Speech/Non-speech Detector
* Data Input: mpf-audio-features/rasta
* Metadata Input: None
* Data Outout: mpf-audio-features/speech-nonspeech-scores
* Metadata Output: None
* Parameters: Pre-trained speech/non-speech acoustic models matching the features.
* Source and license: ICSI's fast online speech/non-speech package. Any open license.
* ETA: Very fast GMM system complete with initial models. Improved models in second installment. Increased accuracy vs. decreased speed in third installment if needed.
Given input features, estimate the likelihood that the acoustics contain speech vs. non-speech (e.g. silence, music, noise). Output frame synchronous speech and non-speech scores. This output could be used e.g. for user interface, compression, or to isolate downstream analytics only to portions of the input containing speech. Note that this component does no smoothing or temporal modeling and outputs synchronously with the input frames. Downstream components could use the speech/non-speech scores to e.g. generate a segmentation.

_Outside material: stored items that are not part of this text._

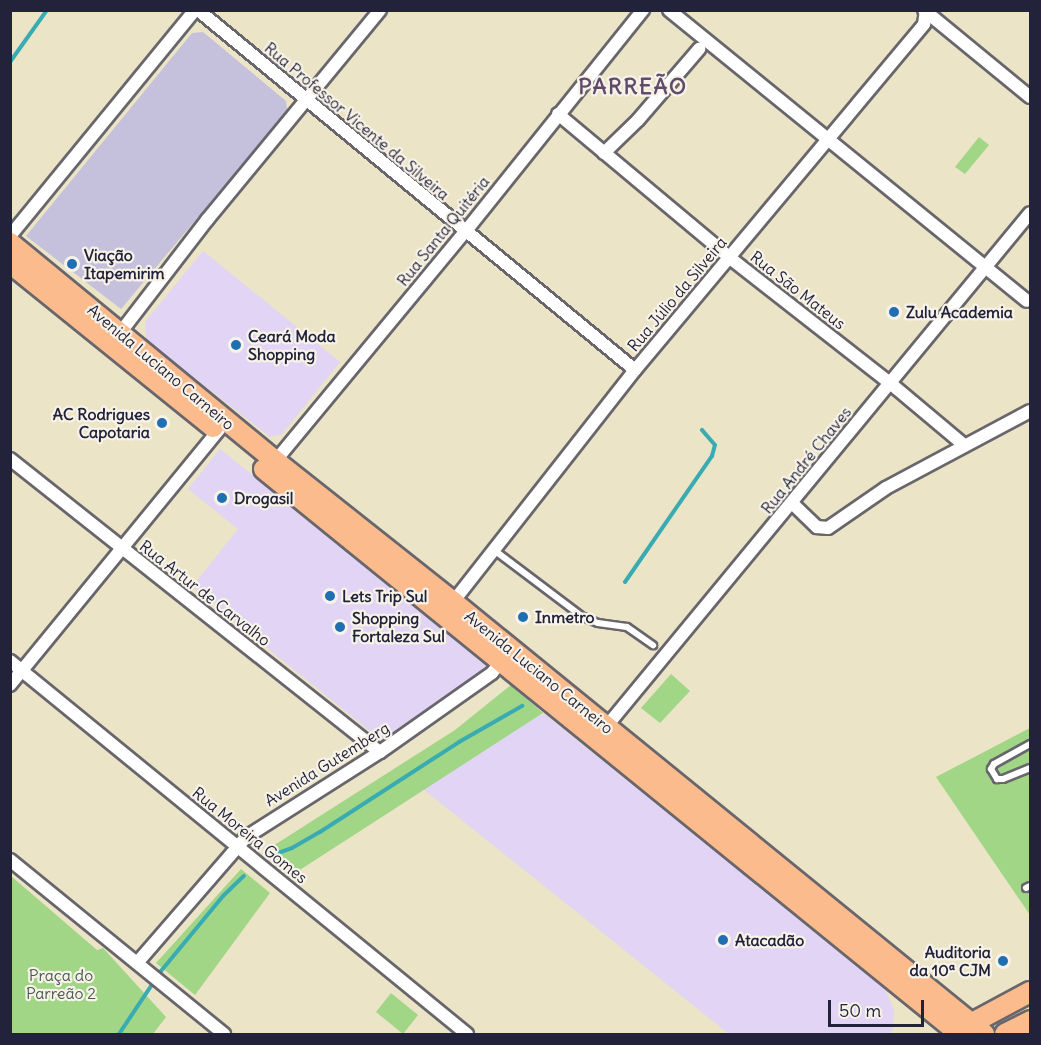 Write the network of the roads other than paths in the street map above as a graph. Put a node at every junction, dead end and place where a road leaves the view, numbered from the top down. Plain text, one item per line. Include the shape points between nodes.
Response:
1 (196, 10) edge
2 (380, 10) edge
3 (643, 10) edge
4 (669, 10) edge
5 (925, 11) edge
6 (699, 49) dead end
7 (1030, 97) edge
8 (307, 100) junction
9 (558, 114) junction
10 (828, 140) junction
11 (604, 153) junction
12 (1030, 213) edge
13 (465, 232) junction
14 (10, 236) edge
15 (10, 243) edge
16 (730, 258) junction
17 (10, 263) edge
18 (986, 268) junction
19 (1027, 301) dead end
20 (120, 333) junction
21 (635, 370) junction
22 (890, 383) junction
23 (1030, 411) edge
24 (222, 425) junction
25 (964, 445) junction
26 (10, 459) edge
27 (271, 466) junction
28 (792, 503) junction
29 (121, 548) junction
30 (494, 550) junction
31 (453, 602) junction
32 (653, 645) dead end
33 (10, 661) edge
34 (501, 662) junction
35 (22, 670) junction
36 (540, 683) junction
37 (10, 685) edge
38 (606, 727) junction
39 (1030, 744) edge
40 (380, 752) junction
41 (1030, 768) edge
42 (237, 846) junction
43 (10, 860) edge
44 (142, 968) junction
45 (1030, 992) edge
46 (1030, 1021) edge
47 (964, 1032) edge
48 (224, 1035) edge
49 (467, 1035) edge
50 (1005, 1035) edge

1 - 8 street, Rua Professor Vicente da Silveira
1 - 14 street
2 - 8 street
3 - 9 street, Rua Santa Quitéria
4 - 10 street
5 - 7 street
5 - 10 street, Rua Júlio da Silveira via 924,24
6 - 11 street via 639,120
8 - 13 street, Rua Professor Vicente da Silveira
8 - 20 street
9 - 11 street, Rua São Mateus
9 - 13 street, Rua Santa Quitéria
10 - 16 street, Rua Júlio da Silveira
10 - 18 street
11 - 16 street, Rua São Mateus
12 - 18 street, Rua André Chaves
13 - 21 street, Rua Professor Vicente da Silveira
13 - 27 street, Rua Santa Quitéria
15 - 20 main road, Avenida Luciano Carneiro
16 - 21 street, Rua Júlio da Silveira
16 - 22 street, Rua São Mateus
17 - 24 main road, Avenida Luciano Carneiro
18 - 19 street
18 - 22 street, Rua André Chaves
20 - 24 main road, Avenida Luciano Carneiro
21 - 30 street, Rua Júlio da Silveira
22 - 25 street, Rua São Mateus
22 - 28 street, Rua André Chaves
23 - 25 street
24 - 27 main road, Avenida Luciano Carneiro
24 - 29 street
25 - 28 street via 886,488 828,528 817,527
26 - 29 street, Rua Artur de Carvalho
27 - 31 main road, Avenida Luciano Carneiro
27 - 34 main road, Avenida Luciano Carneiro
28 - 38 street, Rua André Chaves
29 - 35 street
29 - 40 street, Rua Artur de Carvalho
30 - 31 street, Rua Júlio da Silveira
30 - 32 lane via 583,616 598,623 627,627
31 - 36 main road, Avenida Luciano Carneiro
33 - 35 street, Rua Moreira Gomes
34 - 36 main road, Avenida Luciano Carneiro
34 - 40 street, Avenida Gutemberg via 492,673
35 - 37 street
35 - 42 street, Rua Moreira Gomes
36 - 38 main road, Avenida Luciano Carneiro
36 - 47 main road, Avenida Luciano Carneiro
38 - 47 main road, Avenida Luciano Carneiro
39 - 41 lane via 991,769 997,779 1003,779
40 - 42 street, Avenida Gutemberg via 268,821
42 - 44 street, Avenida Gutemberg
42 - 49 street, Rua Moreira Gomes
43 - 44 street
44 - 48 street
45 - 47 main road
46 - 50 main road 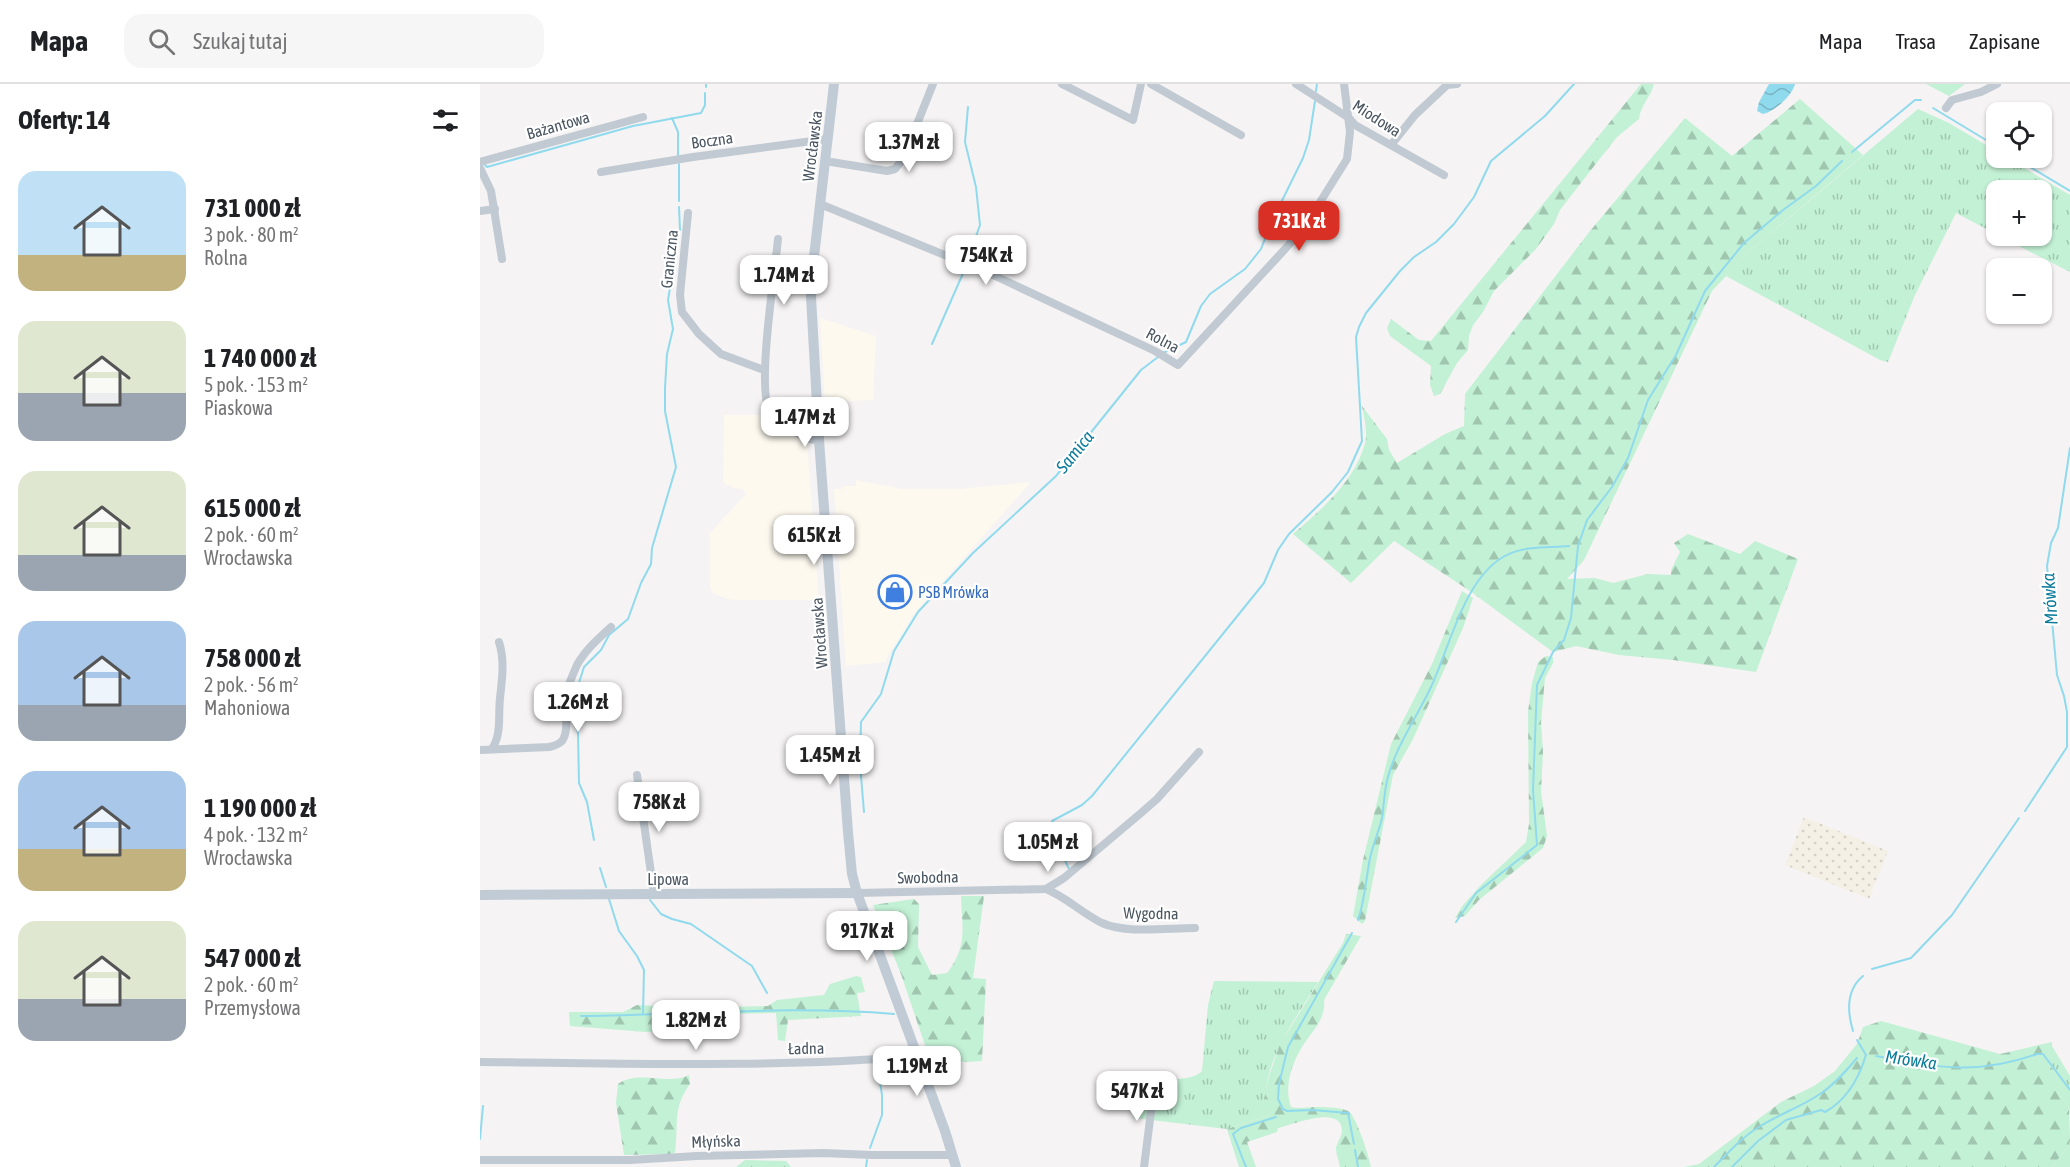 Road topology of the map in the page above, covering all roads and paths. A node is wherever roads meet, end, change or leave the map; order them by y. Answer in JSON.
{"nodes":[{"id":1,"x":834,"y":84,"type":"edge"},
{"id":2,"x":933,"y":84,"type":"edge"},
{"id":3,"x":1062,"y":84,"type":"edge"},
{"id":4,"x":1141,"y":84,"type":"edge"},
{"id":5,"x":1151,"y":84,"type":"edge"},
{"id":6,"x":1296,"y":84,"type":"edge"},
{"id":7,"x":1344,"y":84,"type":"edge"},
{"id":8,"x":1457,"y":84,"type":"edge"},
{"id":9,"x":1997,"y":84,"type":"edge"},
{"id":10,"x":1946,"y":108,"type":"dead end"},
{"id":11,"x":643,"y":117,"type":"dead end"},
{"id":12,"x":1349,"y":117,"type":"junction"},
{"id":13,"x":1241,"y":135,"type":"dead end"},
{"id":14,"x":828,"y":139,"type":"junction"},
{"id":15,"x":1392,"y":145,"type":"junction"},
{"id":16,"x":825,"y":161,"type":"junction"},
{"id":17,"x":480,"y":162,"type":"edge"},
{"id":18,"x":480,"y":168,"type":"edge"},
{"id":19,"x":601,"y":172,"type":"dead end"},
{"id":20,"x":1444,"y":175,"type":"dead end"},
{"id":21,"x":820,"y":204,"type":"junction"},
{"id":22,"x":495,"y":209,"type":"junction"},
{"id":23,"x":480,"y":211,"type":"edge"},
{"id":24,"x":688,"y":213,"type":"dead end"},
{"id":25,"x":778,"y":240,"type":"dead end"},
{"id":26,"x":501,"y":259,"type":"dead end"},
{"id":27,"x":765,"y":370,"type":"junction"},
{"id":28,"x":819,"y":440,"type":"junction"},
{"id":29,"x":611,"y":627,"type":"dead end"},
{"id":30,"x":499,"y":642,"type":"dead end"},
{"id":31,"x":492,"y":749,"type":"junction"},
{"id":32,"x":480,"y":750,"type":"edge"},
{"id":33,"x":1199,"y":752,"type":"dead end"},
{"id":34,"x":637,"y":775,"type":"dead end"},
{"id":35,"x":1046,"y":889,"type":"junction"},
{"id":36,"x":654,"y":894,"type":"junction"},
{"id":37,"x":857,"y":894,"type":"junction"},
{"id":38,"x":480,"y":895,"type":"edge"},
{"id":39,"x":1195,"y":928,"type":"dead end"},
{"id":40,"x":916,"y":1054,"type":"junction"},
{"id":41,"x":480,"y":1062,"type":"edge"},
{"id":42,"x":1155,"y":1080,"type":"dead end"},
{"id":43,"x":953,"y":1155,"type":"junction"},
{"id":44,"x":480,"y":1160,"type":"edge"},
{"id":45,"x":956,"y":1167,"type":"edge"},
{"id":46,"x":1144,"y":1167,"type":"edge"}],
"edges":[{"from":1,"to":14,"type":"main road","name":"Wrocławska"},
{"from":2,"to":16,"type":"street"},
{"from":3,"to":4,"type":"street"},
{"from":5,"to":13,"type":"street"},
{"from":6,"to":12,"type":"street","name":"Miodowa"},
{"from":7,"to":12,"type":"street","name":"Rolna"},
{"from":8,"to":15,"type":"street"},
{"from":9,"to":10,"type":"street"},
{"from":11,"to":17,"type":"street","name":"Bażantowa"},
{"from":12,"to":15,"type":"street","name":"Miodowa"},
{"from":12,"to":21,"type":"street","name":"Rolna"},
{"from":14,"to":16,"type":"main road","name":"Wrocławska"},
{"from":14,"to":19,"type":"street","name":"Boczna"},
{"from":15,"to":20,"type":"street","name":"Miodowa"},
{"from":16,"to":21,"type":"main road","name":"Wrocławska"},
{"from":18,"to":22,"type":"street"},
{"from":21,"to":28,"type":"main road","name":"Wrocławska"},
{"from":22,"to":23,"type":"street"},
{"from":22,"to":26,"type":"street"},
{"from":24,"to":27,"type":"street","name":"Graniczna"},
{"from":25,"to":27,"type":"street"},
{"from":27,"to":28,"type":"street"},
{"from":28,"to":37,"type":"main road","name":"Wrocławska"},
{"from":29,"to":31,"type":"street"},
{"from":30,"to":31,"type":"street"},
{"from":31,"to":32,"type":"street"},
{"from":33,"to":35,"type":"street"},
{"from":34,"to":36,"type":"street"},
{"from":35,"to":37,"type":"street","name":"Swobodna"},
{"from":35,"to":39,"type":"street","name":"Wygodna"},
{"from":36,"to":37,"type":"main road","name":"Lipowa"},
{"from":36,"to":38,"type":"main road","name":"Lipowa"},
{"from":37,"to":40,"type":"main road","name":"Wrocławska"},
{"from":40,"to":41,"type":"street","name":"Ładna"},
{"from":40,"to":43,"type":"main road"},
{"from":42,"to":46,"type":"street"},
{"from":43,"to":44,"type":"street","name":"Młyńska"},
{"from":43,"to":45,"type":"main road"}]}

Speech/Non-speech Segmenter
* Data Input: mpf-audio-features/speech-nonspeech-scores
* Metadata Input: None
* Data Outout: None
* Metadata Output: mpf-audio-segments/speech-nonspeech
* Parameters: None
* Source and license: To be written by ICSI based on existing scripts.

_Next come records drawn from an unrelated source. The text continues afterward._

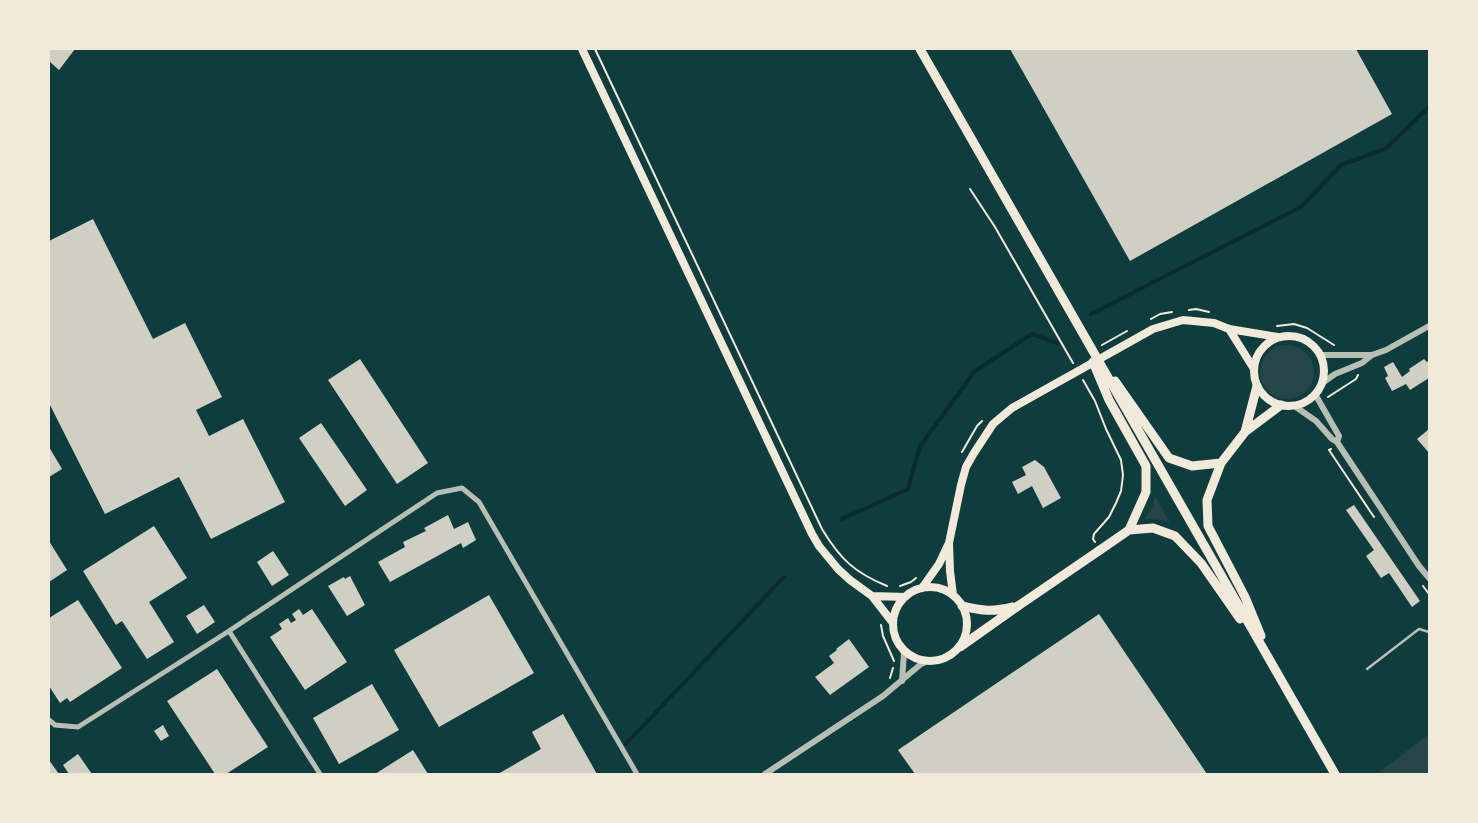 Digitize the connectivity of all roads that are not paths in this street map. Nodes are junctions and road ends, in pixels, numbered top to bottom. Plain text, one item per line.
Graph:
1 (582, 49) edge
2 (920, 49) edge
3 (1429, 326) edge
4 (1080, 329) junction
5 (1228, 329) junction
6 (1278, 338) junction
7 (1372, 355) junction
8 (1320, 356) junction
9 (1254, 370) junction
10 (1321, 384) junction
11 (1257, 386) junction
12 (1315, 394) junction
13 (1281, 405) junction
14 (1293, 406) junction
15 (1246, 432) junction
16 (1337, 442) junction
17 (1220, 463) junction
18 (1129, 530) junction
19 (949, 543) junction
20 (1429, 578) edge
21 (922, 588) junction
22 (953, 595) junction
23 (872, 596) junction
24 (905, 597) junction
25 (962, 606) junction
26 (1018, 606) junction
27 (893, 623) junction
28 (229, 632) junction
29 (1429, 632) edge
30 (898, 642) junction
31 (960, 646) junction
32 (928, 661) junction
33 (1274, 668) junction
34 (1367, 669) dead end
35 (902, 681) junction
36 (49, 720) edge
37 (320, 774) edge
38 (637, 774) edge
39 (765, 774) edge
40 (1335, 774) edge

1 - 23 main road
2 - 4 main road
3 - 7 street
4 - 17 main road
4 - 18 main road
4 - 33 main road
5 - 6 main road
5 - 9 main road
5 - 19 main road
6 - 8 main road
6 - 9 main road
7 - 8 street
7 - 10 street
8 - 10 main road
9 - 11 main road
10 - 12 main road
11 - 13 main road
11 - 15 main road
12 - 14 main road
12 - 16 street
13 - 14 main road
13 - 15 main road
14 - 16 street
15 - 17 main road
16 - 20 street
17 - 33 main road
18 - 26 main road
18 - 33 main road
19 - 21 main road
19 - 22 main road
21 - 22 main road
21 - 24 main road
22 - 25 main road
23 - 24 main road
23 - 27 main road
24 - 27 main road
25 - 26 main road
25 - 31 main road
26 - 31 main road
27 - 30 main road
28 - 36 street
28 - 37 street
28 - 38 street
29 - 34 lane
30 - 32 main road
30 - 35 street
31 - 32 main road
32 - 35 street
33 - 40 main road
35 - 39 street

* ETA: Simple version in second installment. Improved version with higher accuracy in third installment.
Imposes a temporal model on the speech/non-speech scores to produce segments suitable for use with speech recognition (e.g. smoothing and a minimum duration for speech).
Utterance Normalizer
* Data Input: mpf-audio-features/*
* Metadata Input: mpf-audio-segments/speech-nonspeech
* Data Outout: None
* Metadata Output: mpf-audio-features/speech-segments
* Parameters: None
* Source and license: Excerpted and ported from the ICSI quicknet package. Any open license.
* ETA: Second installment
This component takes a features and segments and performs mean and variance normalization of the segment. This has been shown to help significantly with accuracy of later analytic components by equalizing some of the effects of volume and speaker variability.
Decoder
* Data Input: None
* Metadata Input: mpf-audio-features/speech-segments
* Data Outout: None
* Metadata Output: text/x-asr-word-list
* Parameters: Pre-trained acoustic models matching the feature. Pre-trained language models. A pronunciation dictionary.
* Source and license: AMI Juicer Decoder (BSD license) ported to mpf by ICSI.
* ETA: Software port underway. "Bootstrap" models complete. Complete port by second installment with ICSI Meeting Corpus models. Better quality models in third installment.
Given a segment, compute the most likely sequence of words spoken during that segment.
Data and Metadata
mpf-audio-features (data)
Features are time synchronous data computed from the audio. For ASR work, they are typically related to the spectrum (e.g. how much energy is there at each frequency). Since features are a direct representation of the audio and are synchronized with the input stream, we consider features to be data rather than metadata. Features consist of a fixed number of floating point values per time step.
The type of feature is encoded in the caps.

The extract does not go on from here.